Valentine’s Day is a special day celebrated by millions of people around the world. But how did it come to be? The answer lies in the ancient Roman festival of Lupercalia which was adopted and adapted by the Church to create the holiday we know today. This article will somewhat explore how this transformation took place and how evolved over time. What is Lupercalia?
Lupercalia was a fertility festival celebrated in Ancient Rome, more attributed to lust than love in ancient times. Over time, the Catholic Church adapted this festival to create the holiday we know today – Valentine’s Day.
The origins of Lupercalia are not fully understood. It is thought to have originated as a sacrificial cult that worshipped the Great Goddess. A wild goat was sacrificed on this day and its blood would be used to anoint the heads of young girls and initiate them into the cult. Young men would do battle with each other in order to win a prize such as marriage, money, or land in what is thought to be a fertility ritual. Unsafe abortions were also commonly done at this time, so the goddess could bestow health and fertility onto the initiate.
The women who won these prizes were often called epulas while their husbands were called famuli/famulari. These terms are used to this day in juridical contexts. There is a plaque with the inscription “Epulae et famuli in urbe Roma” (“epulas and familiars at Rome”) on the façade of the Palazzo dei Conservatori. The word “famulus” is a Latin derivative of the Roman term famulus, which originally simply meant “servant”. In ancient Rome, a slave who had been freed was called a famulus (and thus the term became synonymous with slave) who could become either an ordinary servant or a staff member in some important office. After gaining his freedom and becoming rich, a man might use his wealth to support slaves who would do anything he asked and serve as his familiars. Slaves freed by their masters were also called famuli. Within certain levels of society, the first slave was the owner’s wife, who could not be forced to work outside the home.
The Roman Republic and, later, the Roman Empire allowed slaves to buy their freedom. Slaves who achieved sufficient merit might be granted citizenship by the state and allowed to enter public life. In ancient China during imperial times (between 600 BC/200 AD), people were classified as slaves if captured in war; those enslaved would have their individual liberty taken from them if they were unable or unwilling to perform labor for a period of time ranging from one month (in some cases) up to three years without probation.
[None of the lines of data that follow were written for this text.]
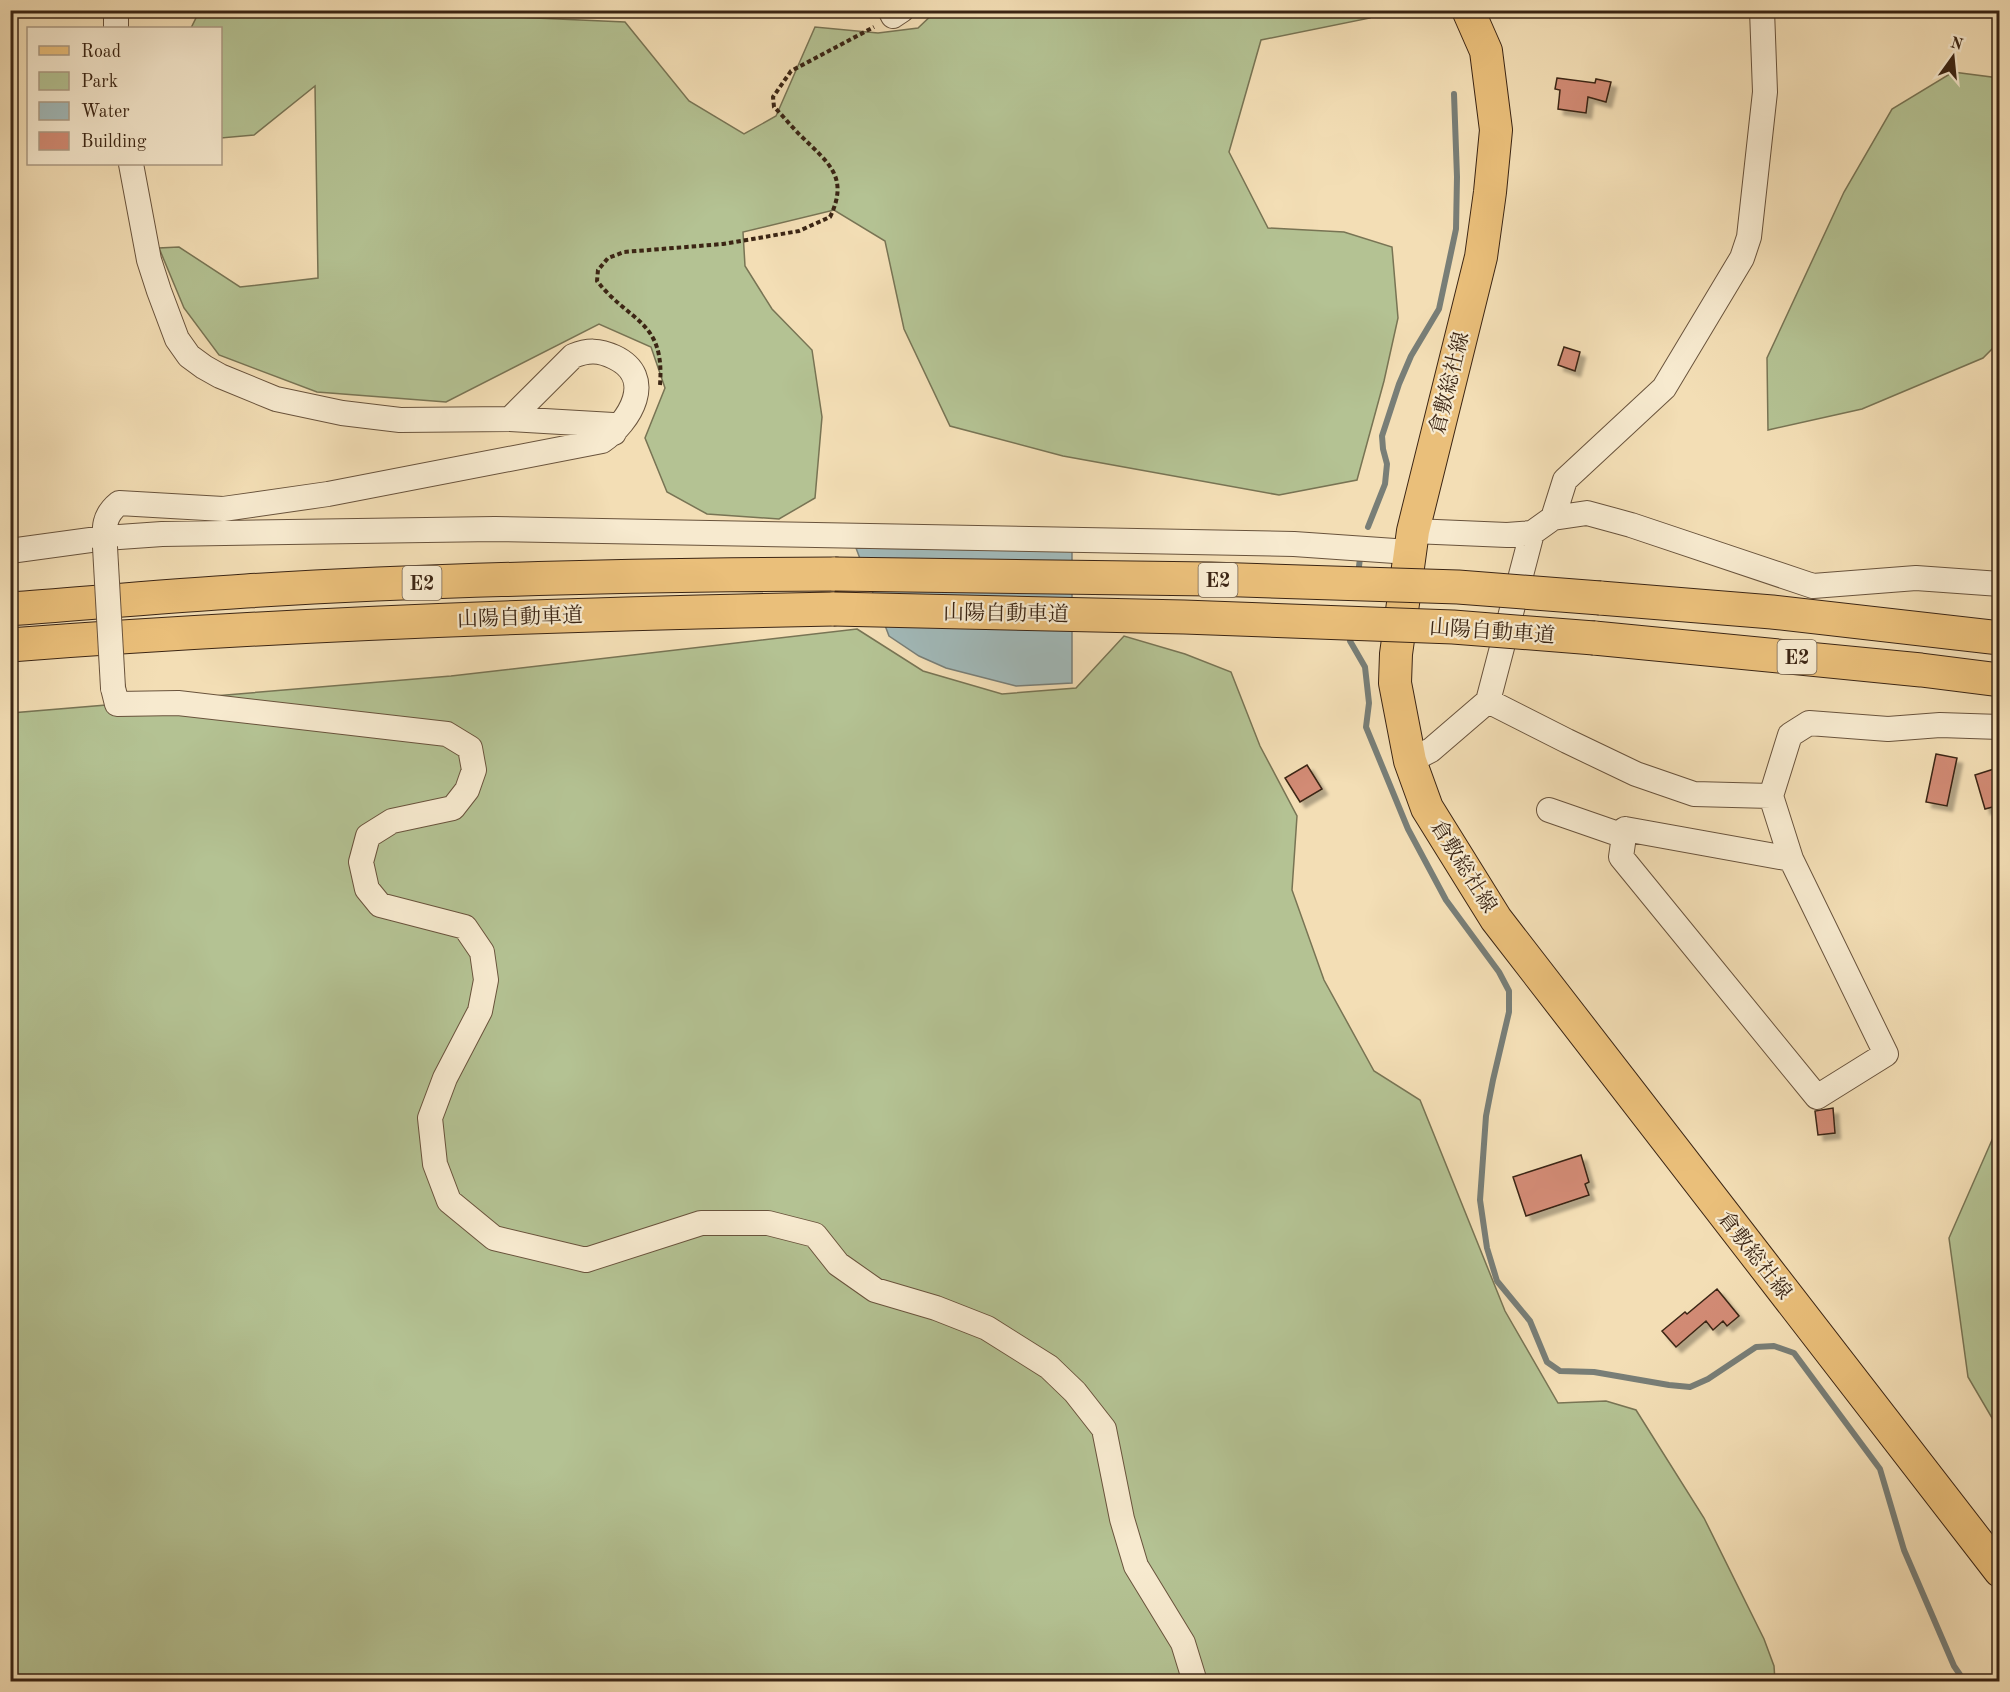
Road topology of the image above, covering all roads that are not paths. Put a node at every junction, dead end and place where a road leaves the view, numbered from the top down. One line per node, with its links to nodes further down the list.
1 (116, 10): 4 (street)
2 (1468, 10): 10 (main road, 倉敷総社線)
3 (1762, 10): 8 (street)
4 (116, 27)
5 (131, 165): 6 (street)
6 (510, 419): 7 (street); 7 (street)
7 (614, 433): 11 (street)
8 (1553, 518): 9 (street); 13 (street)
9 (1532, 533): 10 (street); 22 (street)
10 (1411, 541): 11 (street); 24 (main road, 倉敷総社線)
11 (105, 542): 12 (street); 30 (street, bridge)
12 (10, 551)
13 (2000, 584)
14 (10, 609): 15 (highway, 山陽自動車道 / E2, bridge)
15 (1772, 612): 16 (highway); 17 (highway, 山陽自動車道 / E2)
16 (2000, 622)
17 (2000, 638)
18 (10, 645): 19 (highway, 山陽自動車道 / E2, bridge)
19 (1766, 654): 20 (highway, 山陽自動車道 / E2); 21 (highway)
20 (2000, 680)
21 (2000, 699)
22 (1488, 701): 24 (street); 25 (street)
23 (2000, 727): 25 (street)
24 (1410, 761): 29 (main road, 倉敷総社線)
25 (1771, 796): 28 (street)
26 (1549, 810): 27 (street)
27 (1624, 836): 28 (street); 28 (street)
28 (1791, 859)
29 (2000, 1570)
30 (1195, 1682)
Persons could also be sentenced to forced labor if they were convicted of a jailable offense, such as murder. The law also granted authorities the ability to sentence persons convicted of non-jailable offenses to forced labor for up to nine months.
When the Catholic Church came to power, it tried to do away with cultural and pagan practices that it believed would get in the way of people’s salvation. Lupercalia, a holiday based on lust and fertility, was not one they could encourage celebration of, especially while encouraging practices of chastity and purity. As a result, the Church banned Lupercalia in AD 404. And now we have a neat and tidy Valentine’s day.
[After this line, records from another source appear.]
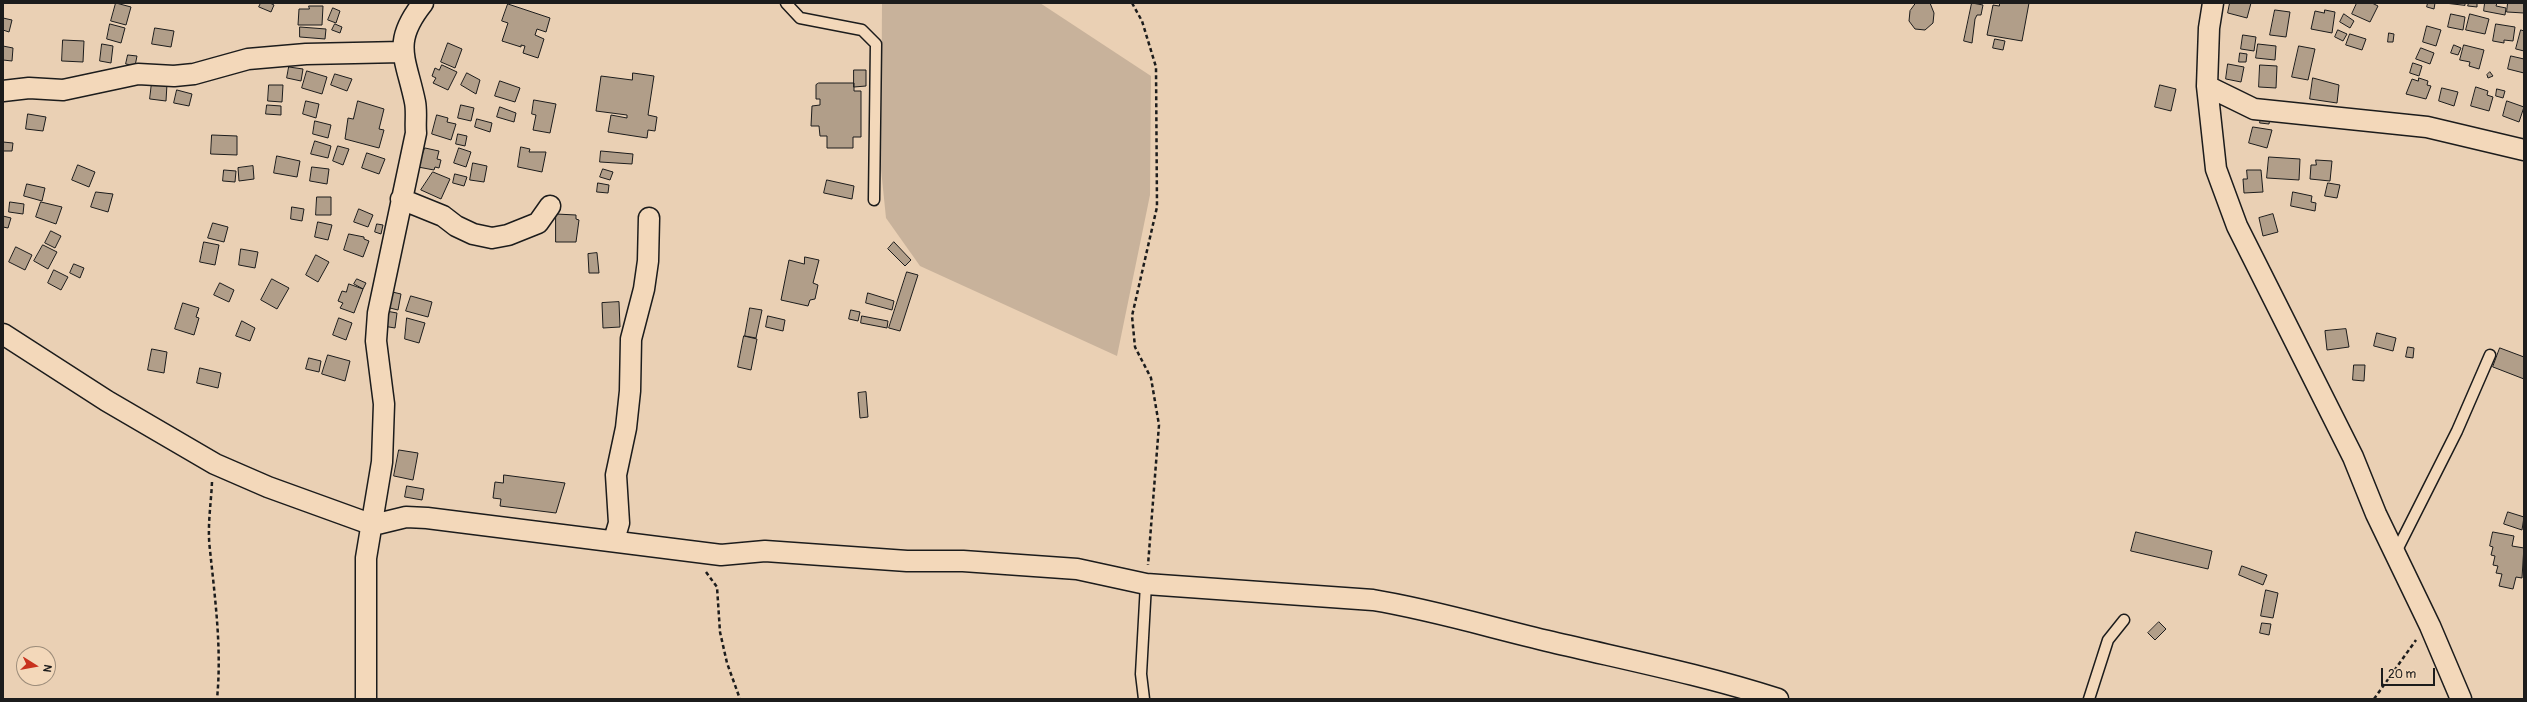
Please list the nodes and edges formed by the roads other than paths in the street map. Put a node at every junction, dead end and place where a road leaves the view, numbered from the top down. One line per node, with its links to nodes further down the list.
1 (423, 3): 4 (street)
2 (786, 3): 9 (lane)
3 (2213, 3): 5 (street)
4 (402, 52): 6 (street); 8 (street)
5 (2207, 86): 7 (street); 16 (street)
6 (3, 91)
7 (2524, 150)
8 (401, 199): 10 (street); 14 (street)
9 (874, 200)
10 (550, 206)
11 (649, 218): 15 (street)
12 (3, 334): 14 (street)
13 (2490, 355): 16 (lane)
14 (373, 525): 15 (street); 19 (street)
15 (614, 540): 17 (street)
16 (2395, 554): 23 (street)
17 (1146, 584): 20 (lane); 21 (street)
18 (2124, 620): 22 (lane)
19 (366, 699)
20 (1144, 699)
21 (1778, 699)
22 (2089, 699)
23 (2461, 699)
Valentine’s Day is not the only day that has a rocky holiday history. The Catholic Church also tried to make the date of Christmas conform to the date of Jesus’ birth. It took some time for them to get it right, though..The first mention in Church history notes that December 25th was celebrated as Christ’s birthday in AD 336 by Pope Julius I and others that he appointed, but there is no evidence that December 25th was actually celebrated then or even at all during Jesus’ lifetime.
2nd Century – Church Father Irenaeus was the first to write about it: “For our Lord’s birthday shall be yearly observed on the 25th of March, on which day He rose from the dead.”
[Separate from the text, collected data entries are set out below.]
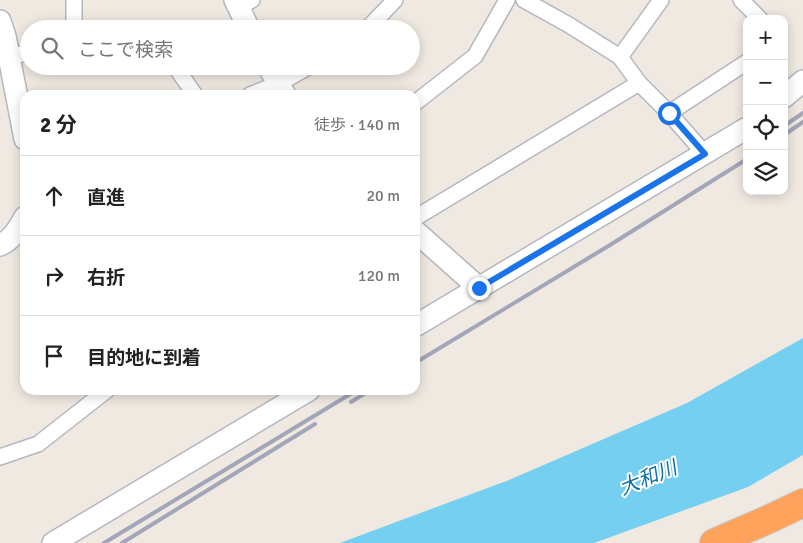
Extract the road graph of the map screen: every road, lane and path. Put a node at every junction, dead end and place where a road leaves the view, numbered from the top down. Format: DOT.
graph roads {
  1 [pos="74,0"];
  2 [pos="395,0"];
  3 [pos="507,0"];
  4 [pos="524,0"];
  5 [pos="661,0"];
  6 [pos="741,0"];
  7 [pos="241,2"];
  8 [pos="756,15"];
  9 [pos="74,20"];
  10 [pos="246,20"];
  11 [pos="376,20"];
  12 [pos="0,21"];
  13 [pos="19,55"];
  14 [pos="620,58"];
  15 [pos="743,65"];
  16 [pos="20,69"];
  17 [pos="20,75"];
  18 [pos="181,75"];
  19 [pos="291,75"];
  20 [pos="803,81"];
  21 [pos="277,82"];
  22 [pos="639,82"];
  23 [pos="21,90"];
  24 [pos="192,90"];
  25 [pos="260,90"];
  26 [pos="788,94"];
  27 [pos="420,99"];
  28 [pos="669,113"];
  29 [pos="743,130"];
  30 [pos="705,154"];
  31 [pos="420,215"];
  32 [pos="20,226"];
  33 [pos="420,235"];
  34 [pos="0,245"];
  35 [pos="479,288"];
  36 [pos="420,323"];
  37 [pos="101,395"];
  38 [pos="301,395"];
  39 [pos="0,457"];
  40 [pos="803,503"];
  41 [pos="53,543"];
  42 [pos="714,543"];
  1 -- 9 [label="street"];
  2 -- 11 [label="street"];
  3 -- 27 [label="street"];
  4 -- 14 [label="street"];
  5 -- 14 [label="street"];
  6 -- 8 [label="street"];
  7 -- 10 [label="street"];
  12 -- 13 [label="street"];
  13 -- 16 [label="street"];
  14 -- 22 [label="street"];
  15 -- 28 [label="street"];
  17 -- 23 [label="street"];
  18 -- 24 [label="street"];
  19 -- 21 [label="street"];
  20 -- 26 [label="street"];
  21 -- 25 [label="street"];
  22 -- 28 [label="street"];
  22 -- 31 [label="street"];
  28 -- 30 [label="street"];
  29 -- 30 [label="street"];
  30 -- 35 [label="street"];
  32 -- 34 [label="street"];
  33 -- 35 [label="street"];
  35 -- 36 [label="street"];
  37 -- 39 [label="street"];
  38 -- 41 [label="street"];
  40 -- 42 [label="highway"];
}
3rd Century – Church Father Tertullian wrote about it: “This day [December 25th] is that on which our Lord Jesus Christ, the son of God, was born according to the flesh.”
4th Century – Church Father Hippolytus in The Liturgy of the Hours writes: “On December 25th, Christ our God is born!”
5th Century – Pope Pius I in AD 525 decreed that December 25th would be celebrated as the day when Christianity began.
6th Century – Church Father Isidore of Seville wrote about it: “This day [December 25th] . . . we celebrate with joy and gladness in honor of our Lord Jesus Christ, who was born according to the flesh”
1400 – Renaissance scholar Petrarch wrote about the use of candles on this day: “On December 25th, in imitation of the birthday of Christ, there should be no light save such as is given by a candle.
“1569 – Bishop John Calvin wrote about Christmas celebrations… and so on and so on until we have the Christmas holiday we know and love today.
I am not discouraging you from celebrating holidays with your family. I hope you have plenty of opportunities to hang out and dwell in divine love; however, I do think we should be knowledgeable about what the holidays mean and how they came to be.